Playful and clownish, the Bull Terrier is best described as a three year-old child in a dog suit. Given his muscular build, the Bull Terrier can appear unapproachable, but he is an exceedingly friendly dog, with a sweet and fun-loving disposition and popular in the obedience, agility and show rings. The Bull Terrier can be all white (markings on the head are permissible) or colored
Bull Terriers become very attached to their owners and families and do not thrive when left alone. The breed loves children, but obedience training is necessary and care must be taken that they don’t get over stimulated around younger children. Their short coats are easy to care for, but the breed requires daily exercise.

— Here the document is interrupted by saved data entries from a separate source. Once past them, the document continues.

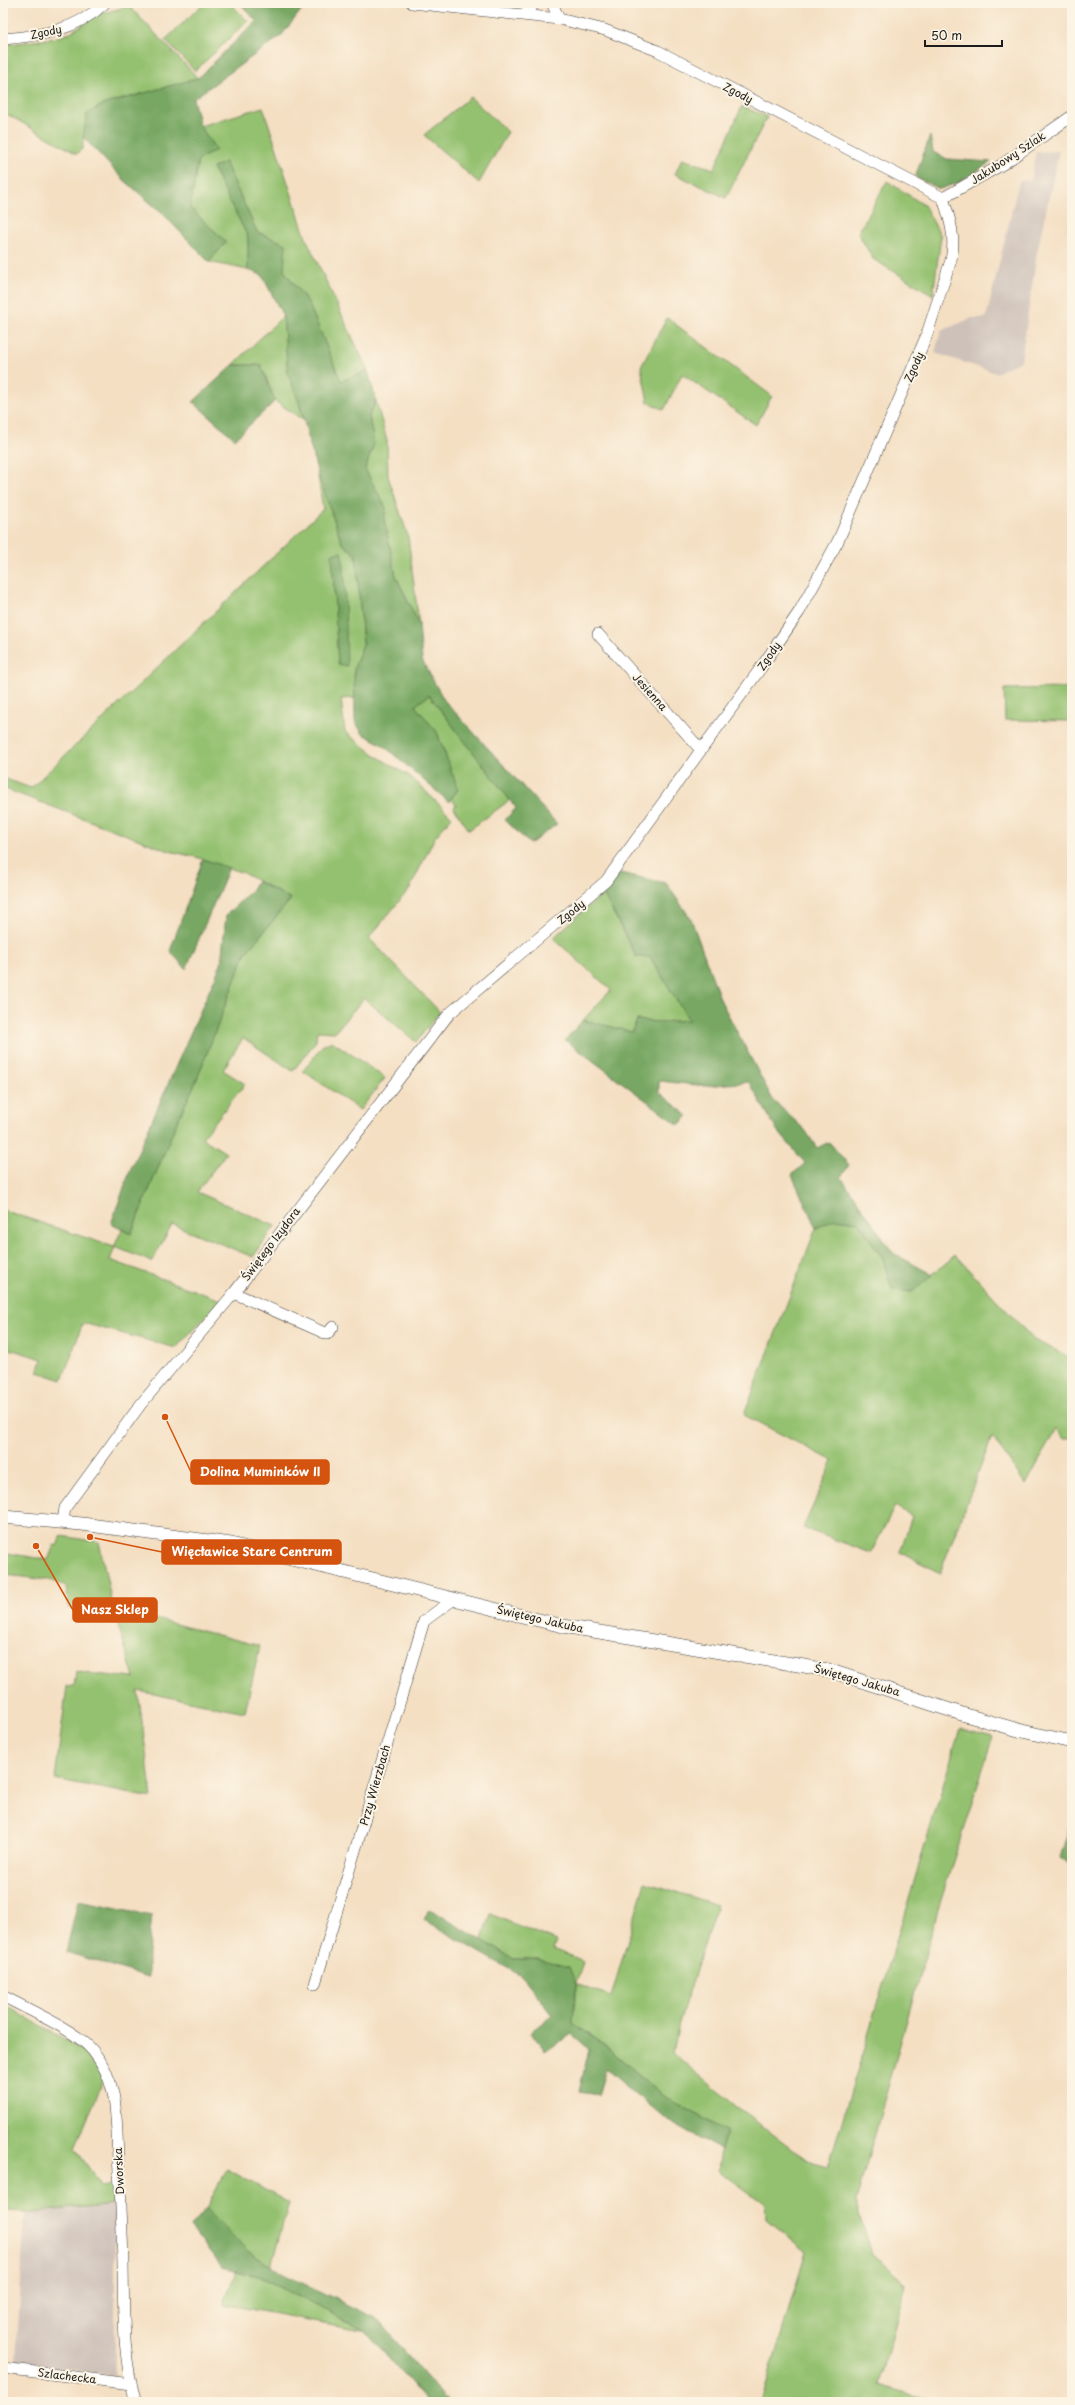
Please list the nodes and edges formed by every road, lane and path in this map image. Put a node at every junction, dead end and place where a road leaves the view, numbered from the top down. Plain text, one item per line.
1 (105, 3) edge
2 (412, 3) edge
3 (535, 3) edge
4 (552, 3) edge
5 (525, 15) junction
6 (559, 19) junction
7 (3, 39) edge
8 (1072, 116) edge
9 (943, 198) junction
10 (598, 634) dead end
11 (701, 750) junction
12 (492, 977) joint
13 (234, 1293) junction
14 (333, 1327) dead end
15 (3, 1517) edge
16 (63, 1521) junction
17 (454, 1599) junction
18 (1072, 1742) edge
19 (315, 1984) dead end
20 (3, 1996) edge
21 (3, 2368) edge
22 (131, 2384) junction
23 (136, 2402) edge

1 - 7 street, Zgody
2 - 5 street, Zgody
3 - 5 street
4 - 6 street
5 - 6 street, Zgody
6 - 9 street, Zgody
8 - 9 street, Jakubowy Szlak
9 - 11 street, Zgody
10 - 11 street, Jesienna
11 - 12 street, Zgody
12 - 13 street, Świętego Izydora
13 - 14 street
13 - 16 street, Świętego Izydora
15 - 16 street, Świętego Jakuba
16 - 17 street, Świętego Jakuba
17 - 18 street, Świętego Jakuba
17 - 19 street, Przy Wierzbach
20 - 22 street, Dworska
21 - 22 street, Szlachecka
22 - 23 street, Dworska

The Bull Terrier must be strongly built, muscular, symmetrical and active, with a keen determined and intelligent expression, full of fire but of sweet disposition and amenable to discipline.
Should be long, strong and deep right to the end of the muzzle, but not coarse. Full face it should be oval in outline and be filled completely up giving the impression of fullness with a surface devoid of hollows or indentations, i.e., egg shaped. In profile it should curve gently downwards from the top of the skull to the tip of the nose. The forehead should be flat across from ear to ear. The distance from the tip of the nose to the eyes should be perceptibly greater than that from the eyes to the top of the skull. The underjaw should be deep and well defined.

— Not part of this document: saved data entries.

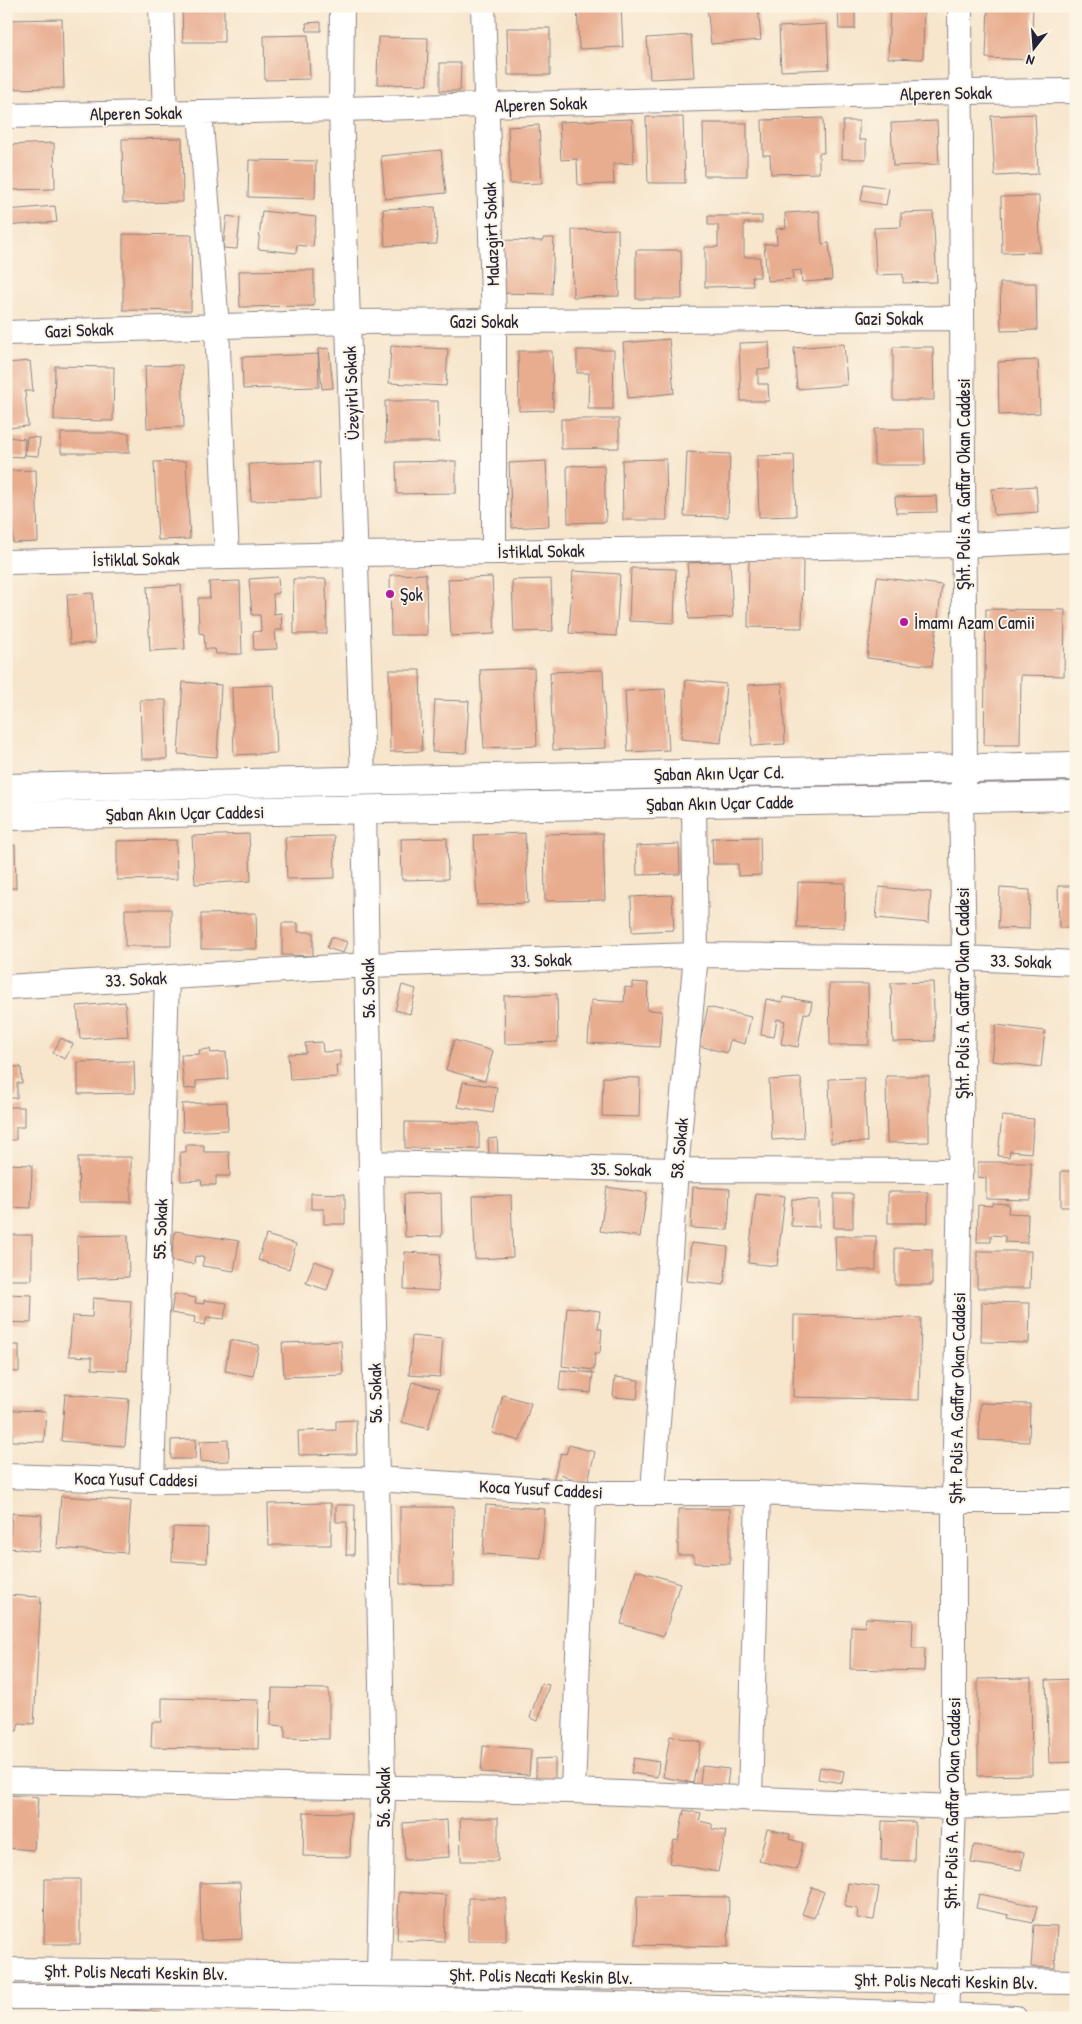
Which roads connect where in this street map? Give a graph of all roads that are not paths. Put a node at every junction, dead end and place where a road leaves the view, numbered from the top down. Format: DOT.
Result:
graph roads {
  1 [pos="161,6"];
  2 [pos="342,6"];
  3 [pos="483,6"];
  4 [pos="960,6"];
  5 [pos="1076,91"];
  6 [pos="960,92"];
  7 [pos="488,105"];
  8 [pos="341,109"];
  9 [pos="165,112"];
  10 [pos="200,112"];
  11 [pos="6,116"];
  12 [pos="962,318"];
  13 [pos="494,321"];
  14 [pos="348,322"];
  15 [pos="217,326"];
  16 [pos="6,332"];
  17 [pos="1076,540"];
  18 [pos="963,545"];
  19 [pos="494,552"];
  20 [pos="356,554"];
  21 [pos="227,557"];
  22 [pos="6,562"];
  23 [pos="1076,766"];
  24 [pos="965,768"];
  25 [pos="363,780"];
  26 [pos="6,788"];
  27 [pos="1076,796"];
  28 [pos="961,799"];
  29 [pos="694,804"];
  30 [pos="364,811"];
  31 [pos="6,816"];
  32 [pos="696,956"];
  33 [pos="964,958"];
  34 [pos="1076,963"];
  35 [pos="368,965"];
  36 [pos="167,978"];
  37 [pos="6,987"];
  38 [pos="371,1163"];
  39 [pos="676,1170"];
  40 [pos="961,1171"];
  41 [pos="6,1476"];
  42 [pos="377,1479"];
  43 [pos="152,1480"];
  44 [pos="653,1492"];
  45 [pos="584,1493"];
  46 [pos="758,1493"];
  47 [pos="954,1500"];
  48 [pos="1076,1501"];
  49 [pos="6,1780"];
  50 [pos="383,1787"];
  51 [pos="573,1791"];
  52 [pos="750,1799"];
  53 [pos="1076,1802"];
  54 [pos="954,1807"];
  55 [pos="6,1970"];
  56 [pos="379,1974"];
  57 [pos="948,1980"];
  58 [pos="1076,1982"];
  59 [pos="6,1997"];
  60 [pos="380,2008"];
  61 [pos="946,2016"];
  62 [pos="1015,2018"];
  1 -- 9 [label="street"];
  2 -- 8 [label="street, Üzeyirli Sokak"];
  3 -- 7 [label="street, Malazgirt Sokak"];
  4 -- 6 [label="street, Şht. Polis A. Gaffar Okan Caddesi"];
  5 -- 6 [label="street, Alperen Sokak"];
  6 -- 7 [label="street, Alperen Sokak"];
  6 -- 12 [label="street, Şht. Polis A. Gaffar Okan Caddesi"];
  7 -- 8 [label="street, Alperen Sokak"];
  7 -- 13 [label="street, Malazgirt Sokak"];
  8 -- 10 [label="street, Alperen Sokak"];
  8 -- 14 [label="street, Üzeyirli Sokak"];
  9 -- 10 [label="street, Alperen Sokak"];
  9 -- 11 [label="street, Alperen Sokak"];
  10 -- 15 [label="street"];
  12 -- 13 [label="street, Gazi Sokak"];
  12 -- 18 [label="street, Şht. Polis A. Gaffar Okan Caddesi"];
  13 -- 14 [label="street, Gazi Sokak"];
  13 -- 19 [label="street, Malazgirt Sokak"];
  14 -- 15 [label="street, Gazi Sokak"];
  14 -- 20 [label="street, Üzeyirli Sokak"];
  15 -- 16 [label="street, Gazi Sokak"];
  15 -- 21 [label="street"];
  17 -- 18 [label="street, İstiklal Sokak"];
  18 -- 19 [label="street, İstiklal Sokak"];
  18 -- 24 [label="street, Şht. Polis A. Gaffar Okan Caddesi"];
  19 -- 20 [label="street, İstiklal Sokak"];
  20 -- 21 [label="street, İstiklal Sokak"];
  20 -- 25 [label="street, Üzeyirli Sokak"];
  21 -- 22 [label="street, İstiklal Sokak"];
  23 -- 24 [label="main road, Şaban Akın Uçar Cd."];
  24 -- 25 [label="main road, Şaban Akın Uçar Cd."];
  24 -- 28 [label="street, Şht. Polis A. Gaffar Okan Caddesi"];
  25 -- 26 [label="main road, Şaban Akın Uçar Caddesi"];
  25 -- 30 [label="main road"];
  27 -- 28 [label="main road, Şaban Akın Uçar Cadde"];
  28 -- 29 [label="main road, Şaban Akın Uçar Cadde"];
  28 -- 33 [label="street, Şht. Polis A. Gaffar Okan Caddesi"];
  29 -- 30 [label="main road, Şaban Akın Uçar Cadde"];
  29 -- 32 [label="street, 58. Sokak"];
  30 -- 31 [label="main road, Şaban Akın Uçar Caddesi"];
  30 -- 35 [label="street, 56. Sokak"];
  32 -- 33 [label="street, 33. Sokak"];
  32 -- 35 [label="street, 33. Sokak"];
  32 -- 39 [label="street, 58. Sokak"];
  33 -- 34 [label="street, 33. Sokak"];
  33 -- 40 [label="street, Şht. Polis A. Gaffar Okan Caddesi"];
  35 -- 36 [label="street, 33. Sokak"];
  35 -- 38 [label="street, 56. Sokak"];
  36 -- 37 [label="street, 33. Sokak"];
  36 -- 43 [label="street, 55. Sokak"];
  38 -- 39 [label="street, 35. Sokak"];
  38 -- 42 [label="street, 56. Sokak"];
  39 -- 40 [label="street, 35. Sokak"];
  39 -- 44 [label="street, 58. Sokak"];
  40 -- 47 [label="street, Şht. Polis A. Gaffar Okan Caddesi"];
  41 -- 43 [label="street, Koca Yusuf Caddesi"];
  42 -- 43 [label="street, Koca Yusuf Caddesi"];
  42 -- 45 [label="street, Koca Yusuf Caddesi"];
  42 -- 50 [label="street, 56. Sokak"];
  44 -- 45 [label="street, Koca Yusuf Caddesi"];
  44 -- 46 [label="street, Koca Yusuf Caddesi"];
  45 -- 51 [label="street"];
  46 -- 47 [label="street, Koca Yusuf Caddesi"];
  46 -- 52 [label="street"];
  47 -- 48 [label="street, Koca Yusuf Caddesi"];
  47 -- 54 [label="street, Şht. Polis A. Gaffar Okan Caddesi"];
  49 -- 50 [label="street"];
  50 -- 51 [label="street"];
  50 -- 56 [label="street, 56. Sokak"];
  51 -- 52 [label="street"];
  52 -- 54 [label="street"];
  53 -- 54 [label="street"];
  54 -- 57 [label="street, Şht. Polis A. Gaffar Okan Caddesi"];
  55 -- 56 [label="street, Şht. Polis Necati Keskin Blv."];
  56 -- 57 [label="street, Şht. Polis Necati Keskin Blv."];
  57 -- 58 [label="street, Şht. Polis Necati Keskin Blv."];
  57 -- 61 [label="street, Şht. Polis A. Gaffar Okan Caddesi"];
  59 -- 60 [label="street, Şht. Polis Necati Keskin Blv."];
  60 -- 61 [label="street, Şht. Polis Necati Keskin Blv."];
  61 -- 62 [label="street, Şht. Polis Necati Keskin Blv."];
}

Bull-and-Terriers – crosses between Bulldogs and various terriers – gained popularity among the sporting fraternity during the early 1800s. These crosses combined the determination and courage of the Bulldog with the natural agility and intensity of the terrier. They ranged in size and color, some showing more Bulldog heritage, while others were more terrier-like.

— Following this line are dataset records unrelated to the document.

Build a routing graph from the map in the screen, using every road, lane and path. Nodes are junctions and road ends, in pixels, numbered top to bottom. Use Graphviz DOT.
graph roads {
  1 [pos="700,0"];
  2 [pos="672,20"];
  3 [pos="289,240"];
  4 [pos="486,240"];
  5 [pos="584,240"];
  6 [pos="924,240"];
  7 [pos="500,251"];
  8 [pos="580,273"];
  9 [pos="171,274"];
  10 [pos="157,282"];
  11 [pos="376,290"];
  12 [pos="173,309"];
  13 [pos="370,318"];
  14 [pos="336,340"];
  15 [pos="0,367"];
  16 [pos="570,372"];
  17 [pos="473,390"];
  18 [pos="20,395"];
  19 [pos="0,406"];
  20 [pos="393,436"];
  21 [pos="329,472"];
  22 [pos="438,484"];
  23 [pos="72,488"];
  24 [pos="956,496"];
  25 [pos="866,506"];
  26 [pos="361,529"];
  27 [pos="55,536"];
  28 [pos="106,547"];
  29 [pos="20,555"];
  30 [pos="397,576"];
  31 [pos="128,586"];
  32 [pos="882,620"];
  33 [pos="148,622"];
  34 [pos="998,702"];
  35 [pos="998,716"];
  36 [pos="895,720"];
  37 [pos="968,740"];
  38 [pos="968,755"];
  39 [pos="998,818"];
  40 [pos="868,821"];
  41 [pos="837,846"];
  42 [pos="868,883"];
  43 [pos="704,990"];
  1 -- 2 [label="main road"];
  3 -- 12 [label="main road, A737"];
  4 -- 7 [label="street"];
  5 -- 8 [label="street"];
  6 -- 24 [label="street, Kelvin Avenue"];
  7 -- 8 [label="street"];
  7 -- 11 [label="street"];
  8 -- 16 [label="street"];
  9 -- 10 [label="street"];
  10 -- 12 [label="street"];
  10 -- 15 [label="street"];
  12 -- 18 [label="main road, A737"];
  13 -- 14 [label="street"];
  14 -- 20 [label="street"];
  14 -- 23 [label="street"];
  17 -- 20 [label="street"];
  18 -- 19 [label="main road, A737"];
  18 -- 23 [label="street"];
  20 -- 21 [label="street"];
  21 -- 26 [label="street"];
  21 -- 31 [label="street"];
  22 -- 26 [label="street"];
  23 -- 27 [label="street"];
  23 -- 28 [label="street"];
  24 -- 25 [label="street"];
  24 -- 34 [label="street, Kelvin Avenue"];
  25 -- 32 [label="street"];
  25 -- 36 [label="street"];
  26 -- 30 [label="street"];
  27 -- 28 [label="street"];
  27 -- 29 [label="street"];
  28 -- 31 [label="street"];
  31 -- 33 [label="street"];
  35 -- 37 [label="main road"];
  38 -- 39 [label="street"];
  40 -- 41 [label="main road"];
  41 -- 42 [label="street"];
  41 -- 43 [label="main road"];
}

During the early 1860s, James Hinks of Birmingham, England responded to the introduction of formal dog shows and the burgeoning demand for pet and prize dogs by developing the breed we know today as the Bull Terrier. Hinks’ dogs were more refined and consistent in type than previous Bull-and-Terriers. They were characterized by their hallmark pure white coats, often being referred to as White Cavaliers. As the rhyme goes Hinks “Found a Bull Terrier a tattered old bum” and “Made him a dog for a gentleman’s chum”.
These White Cavaliers gained a strong foothold among discerning owners as both show dogs and exceptional pets and companions. Soon their popularity spread across the Atlantic, with the Bull Terrier Club of America being established in 1897.
Records indicate that Hinks’ breeding program employed existing Bull-and-Terriers, his own white Bulldog Madman and the now extinct White English Terriers. These early dogs were all white, with no colored markings permitted, but over time patches of color on the head became acceptable. In the early 1900s a few breeders crossed their White Cavaliers with colored Staffordshire Bull Terriers and established the colored coat. The “Colored” was recognized as a separate variety of Bull Terrier in 1936. The standard for the Colored variety is the same as for the White except for coat color, which must be any color other than white, or any color with white just so long as the white does not predominate.
Given his muscular build and oft-times diabolical expression the Bull Terrier can appear quite unapproachable. To the contrary he is an exceedingly friendly dog, thriving on affection and always ready for a frolic. The Bull Terrier is the cavalier and clown of the canine race, robust and spirited, yet of a sweet and fun-loving disposition.